▶ _Directions_:
How many lines in the records below contain the word "that"? Answer with the number and nothing else.

▶ _Records shown_:
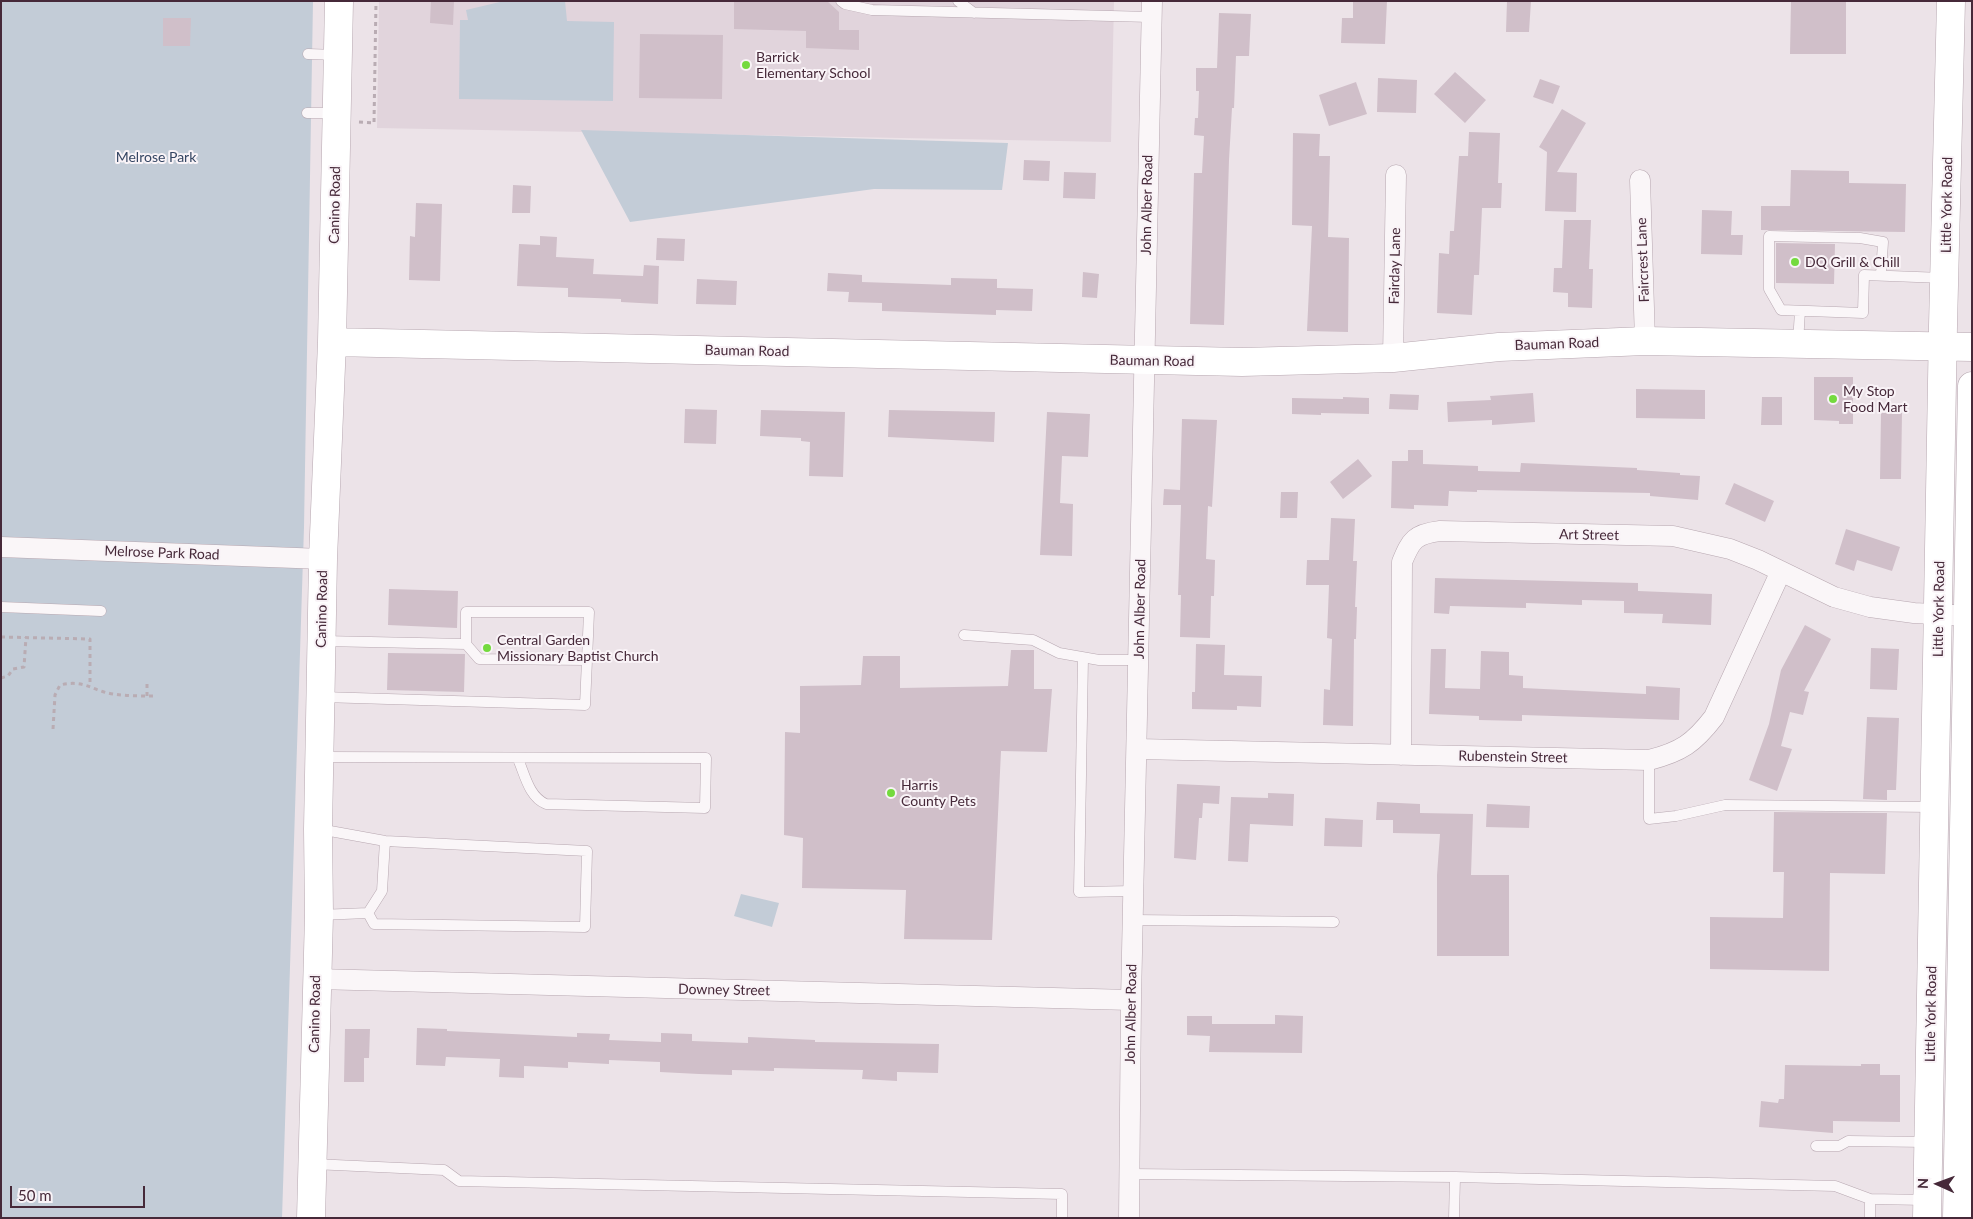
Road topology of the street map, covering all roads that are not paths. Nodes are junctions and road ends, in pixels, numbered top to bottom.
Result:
--
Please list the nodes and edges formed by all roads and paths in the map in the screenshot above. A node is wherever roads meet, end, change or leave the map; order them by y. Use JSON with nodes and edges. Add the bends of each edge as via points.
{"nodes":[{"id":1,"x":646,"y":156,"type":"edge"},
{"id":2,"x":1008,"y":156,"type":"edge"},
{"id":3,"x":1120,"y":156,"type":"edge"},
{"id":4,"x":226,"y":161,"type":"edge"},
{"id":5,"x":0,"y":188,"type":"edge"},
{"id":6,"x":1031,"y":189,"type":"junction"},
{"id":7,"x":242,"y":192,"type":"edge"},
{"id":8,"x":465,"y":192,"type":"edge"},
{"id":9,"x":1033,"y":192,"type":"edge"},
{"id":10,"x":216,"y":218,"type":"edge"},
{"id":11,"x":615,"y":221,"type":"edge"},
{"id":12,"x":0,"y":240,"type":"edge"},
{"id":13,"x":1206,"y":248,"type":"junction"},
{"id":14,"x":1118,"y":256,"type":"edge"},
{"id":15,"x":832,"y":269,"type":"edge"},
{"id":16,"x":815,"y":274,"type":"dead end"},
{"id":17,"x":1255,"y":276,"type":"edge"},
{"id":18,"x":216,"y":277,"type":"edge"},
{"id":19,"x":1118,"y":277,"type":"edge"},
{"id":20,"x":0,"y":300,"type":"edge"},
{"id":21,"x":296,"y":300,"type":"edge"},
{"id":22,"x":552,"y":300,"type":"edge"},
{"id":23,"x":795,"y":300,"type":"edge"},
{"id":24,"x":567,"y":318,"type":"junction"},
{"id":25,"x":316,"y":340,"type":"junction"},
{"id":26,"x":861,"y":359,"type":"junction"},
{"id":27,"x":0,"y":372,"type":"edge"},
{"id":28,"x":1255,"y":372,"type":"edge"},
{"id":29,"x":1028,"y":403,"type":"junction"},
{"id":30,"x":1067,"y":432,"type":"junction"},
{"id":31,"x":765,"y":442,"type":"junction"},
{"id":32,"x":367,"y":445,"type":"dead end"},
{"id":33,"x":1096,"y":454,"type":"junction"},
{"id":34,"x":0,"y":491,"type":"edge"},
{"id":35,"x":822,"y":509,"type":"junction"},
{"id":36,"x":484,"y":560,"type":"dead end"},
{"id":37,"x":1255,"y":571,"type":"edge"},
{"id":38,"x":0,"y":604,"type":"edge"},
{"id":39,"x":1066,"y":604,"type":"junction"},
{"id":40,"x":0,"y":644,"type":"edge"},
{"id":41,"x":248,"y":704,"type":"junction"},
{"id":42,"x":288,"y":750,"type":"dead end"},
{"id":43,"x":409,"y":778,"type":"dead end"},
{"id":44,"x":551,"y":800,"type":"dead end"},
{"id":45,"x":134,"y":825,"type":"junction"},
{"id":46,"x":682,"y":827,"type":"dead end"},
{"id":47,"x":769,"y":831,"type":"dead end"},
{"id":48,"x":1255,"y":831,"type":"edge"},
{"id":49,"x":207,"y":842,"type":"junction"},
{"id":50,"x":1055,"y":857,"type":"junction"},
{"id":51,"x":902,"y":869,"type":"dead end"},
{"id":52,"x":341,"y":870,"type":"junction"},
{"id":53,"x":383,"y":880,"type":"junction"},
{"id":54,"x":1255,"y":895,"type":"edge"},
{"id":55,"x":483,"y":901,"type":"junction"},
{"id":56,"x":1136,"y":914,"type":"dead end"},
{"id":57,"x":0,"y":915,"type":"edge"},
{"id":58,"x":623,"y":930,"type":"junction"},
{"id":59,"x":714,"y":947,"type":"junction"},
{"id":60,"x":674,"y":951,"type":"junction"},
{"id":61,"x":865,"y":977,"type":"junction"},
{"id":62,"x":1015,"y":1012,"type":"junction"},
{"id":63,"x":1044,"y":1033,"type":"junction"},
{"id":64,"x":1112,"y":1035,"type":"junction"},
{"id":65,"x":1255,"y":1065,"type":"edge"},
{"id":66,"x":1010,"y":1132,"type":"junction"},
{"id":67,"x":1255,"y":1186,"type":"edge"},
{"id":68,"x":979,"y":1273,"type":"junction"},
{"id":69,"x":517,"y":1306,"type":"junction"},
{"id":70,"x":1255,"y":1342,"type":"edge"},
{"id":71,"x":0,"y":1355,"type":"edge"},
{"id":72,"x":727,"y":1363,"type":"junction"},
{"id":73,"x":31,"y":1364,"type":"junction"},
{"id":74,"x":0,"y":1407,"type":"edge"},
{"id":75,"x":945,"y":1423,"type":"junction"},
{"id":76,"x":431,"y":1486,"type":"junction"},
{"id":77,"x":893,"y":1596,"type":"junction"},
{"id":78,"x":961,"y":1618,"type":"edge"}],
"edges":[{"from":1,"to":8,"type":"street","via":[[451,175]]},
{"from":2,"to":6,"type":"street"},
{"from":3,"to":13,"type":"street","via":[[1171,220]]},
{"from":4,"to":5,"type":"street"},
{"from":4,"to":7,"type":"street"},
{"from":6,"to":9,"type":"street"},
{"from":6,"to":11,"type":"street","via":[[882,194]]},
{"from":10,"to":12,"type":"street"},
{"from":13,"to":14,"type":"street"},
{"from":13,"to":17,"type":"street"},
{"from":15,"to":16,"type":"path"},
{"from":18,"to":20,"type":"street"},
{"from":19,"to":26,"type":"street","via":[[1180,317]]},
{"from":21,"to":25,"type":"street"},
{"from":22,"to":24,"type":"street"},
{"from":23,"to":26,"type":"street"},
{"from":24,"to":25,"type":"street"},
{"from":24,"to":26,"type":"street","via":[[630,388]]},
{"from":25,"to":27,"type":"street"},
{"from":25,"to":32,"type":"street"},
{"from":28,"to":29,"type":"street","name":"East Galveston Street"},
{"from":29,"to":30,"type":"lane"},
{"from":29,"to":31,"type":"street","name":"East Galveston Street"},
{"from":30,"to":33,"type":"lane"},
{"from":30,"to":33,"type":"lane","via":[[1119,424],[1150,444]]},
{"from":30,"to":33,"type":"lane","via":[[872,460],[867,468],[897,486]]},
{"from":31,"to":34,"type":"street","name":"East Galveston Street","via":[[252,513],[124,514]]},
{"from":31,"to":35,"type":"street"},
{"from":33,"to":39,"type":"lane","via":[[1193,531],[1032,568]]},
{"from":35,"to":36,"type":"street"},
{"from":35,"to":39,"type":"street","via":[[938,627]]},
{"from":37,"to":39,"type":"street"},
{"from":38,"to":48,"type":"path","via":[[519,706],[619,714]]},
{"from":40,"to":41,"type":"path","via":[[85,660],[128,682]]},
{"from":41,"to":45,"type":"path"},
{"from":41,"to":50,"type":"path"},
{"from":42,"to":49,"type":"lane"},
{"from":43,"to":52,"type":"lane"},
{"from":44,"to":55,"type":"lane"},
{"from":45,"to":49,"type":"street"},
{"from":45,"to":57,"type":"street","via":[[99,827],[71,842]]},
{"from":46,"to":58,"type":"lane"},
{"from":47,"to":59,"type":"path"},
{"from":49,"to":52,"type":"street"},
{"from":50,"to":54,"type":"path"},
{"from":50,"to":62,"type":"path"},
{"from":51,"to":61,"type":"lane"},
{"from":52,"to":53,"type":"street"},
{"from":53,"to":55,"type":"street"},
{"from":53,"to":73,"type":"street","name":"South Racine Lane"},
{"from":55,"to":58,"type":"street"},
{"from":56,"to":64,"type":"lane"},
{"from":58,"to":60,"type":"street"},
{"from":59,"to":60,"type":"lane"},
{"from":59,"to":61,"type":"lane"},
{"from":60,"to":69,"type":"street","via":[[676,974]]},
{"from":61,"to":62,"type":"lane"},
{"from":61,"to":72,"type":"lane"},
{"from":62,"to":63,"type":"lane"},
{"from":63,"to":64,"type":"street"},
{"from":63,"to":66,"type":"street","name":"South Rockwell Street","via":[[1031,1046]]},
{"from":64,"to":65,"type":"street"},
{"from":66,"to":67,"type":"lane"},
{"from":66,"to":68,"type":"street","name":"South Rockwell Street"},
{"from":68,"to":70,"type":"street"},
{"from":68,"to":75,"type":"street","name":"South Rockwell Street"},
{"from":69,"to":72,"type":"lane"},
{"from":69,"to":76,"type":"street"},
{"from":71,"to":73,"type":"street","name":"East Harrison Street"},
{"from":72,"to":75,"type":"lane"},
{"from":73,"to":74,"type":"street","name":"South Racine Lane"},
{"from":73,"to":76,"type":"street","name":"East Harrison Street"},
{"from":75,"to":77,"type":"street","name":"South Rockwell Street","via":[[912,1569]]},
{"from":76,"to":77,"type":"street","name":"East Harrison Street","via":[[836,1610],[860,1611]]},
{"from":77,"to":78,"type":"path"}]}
---
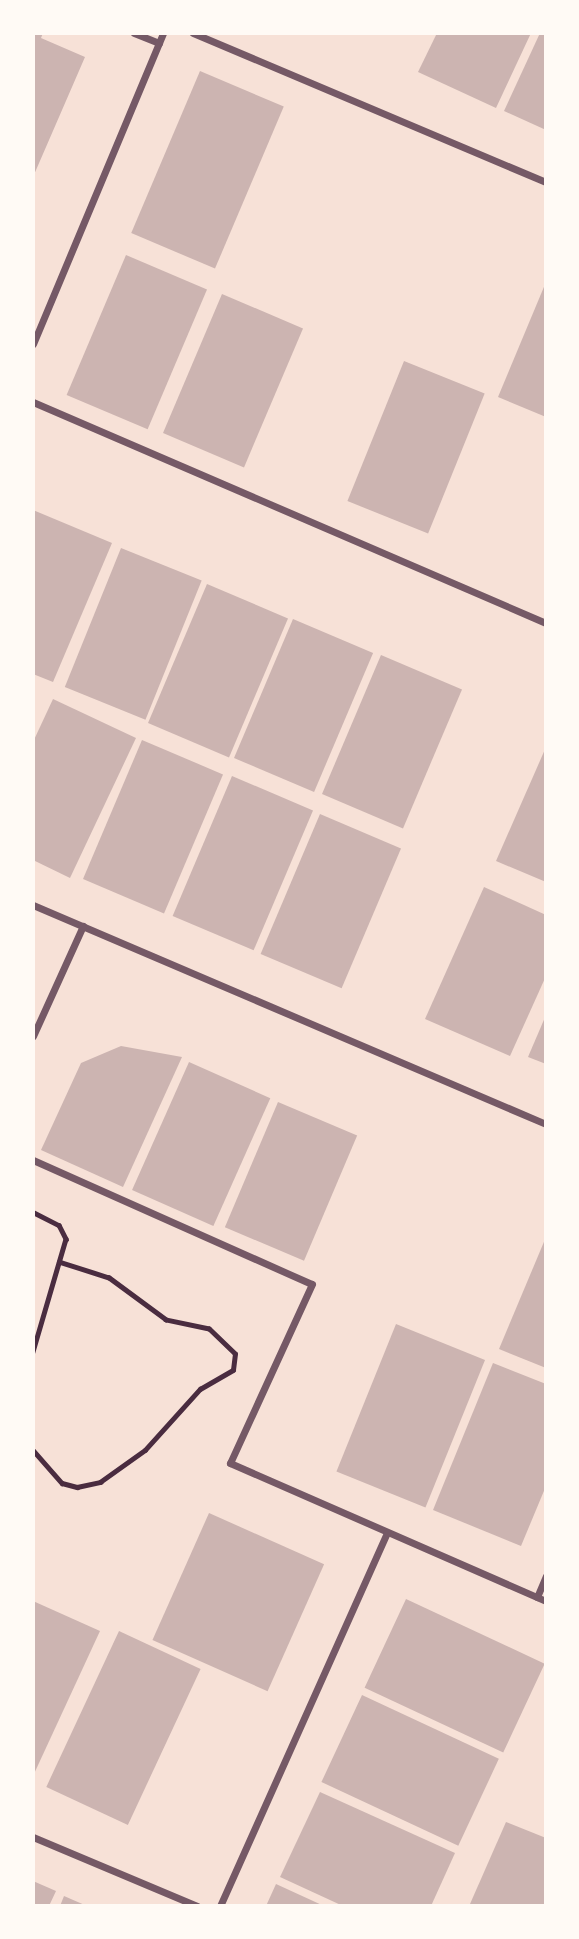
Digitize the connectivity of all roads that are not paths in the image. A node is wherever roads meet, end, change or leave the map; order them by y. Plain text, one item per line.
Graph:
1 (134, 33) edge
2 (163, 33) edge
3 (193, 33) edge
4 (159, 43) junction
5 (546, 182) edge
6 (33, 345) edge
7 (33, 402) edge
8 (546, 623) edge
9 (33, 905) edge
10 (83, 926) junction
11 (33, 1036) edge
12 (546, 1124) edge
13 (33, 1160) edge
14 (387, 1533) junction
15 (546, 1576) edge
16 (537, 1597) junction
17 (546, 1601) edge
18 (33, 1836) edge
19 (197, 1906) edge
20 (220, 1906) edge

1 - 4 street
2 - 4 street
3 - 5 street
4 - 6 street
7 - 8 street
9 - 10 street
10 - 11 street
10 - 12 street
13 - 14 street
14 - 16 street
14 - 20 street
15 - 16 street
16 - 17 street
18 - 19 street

▶ _Written solution_:
2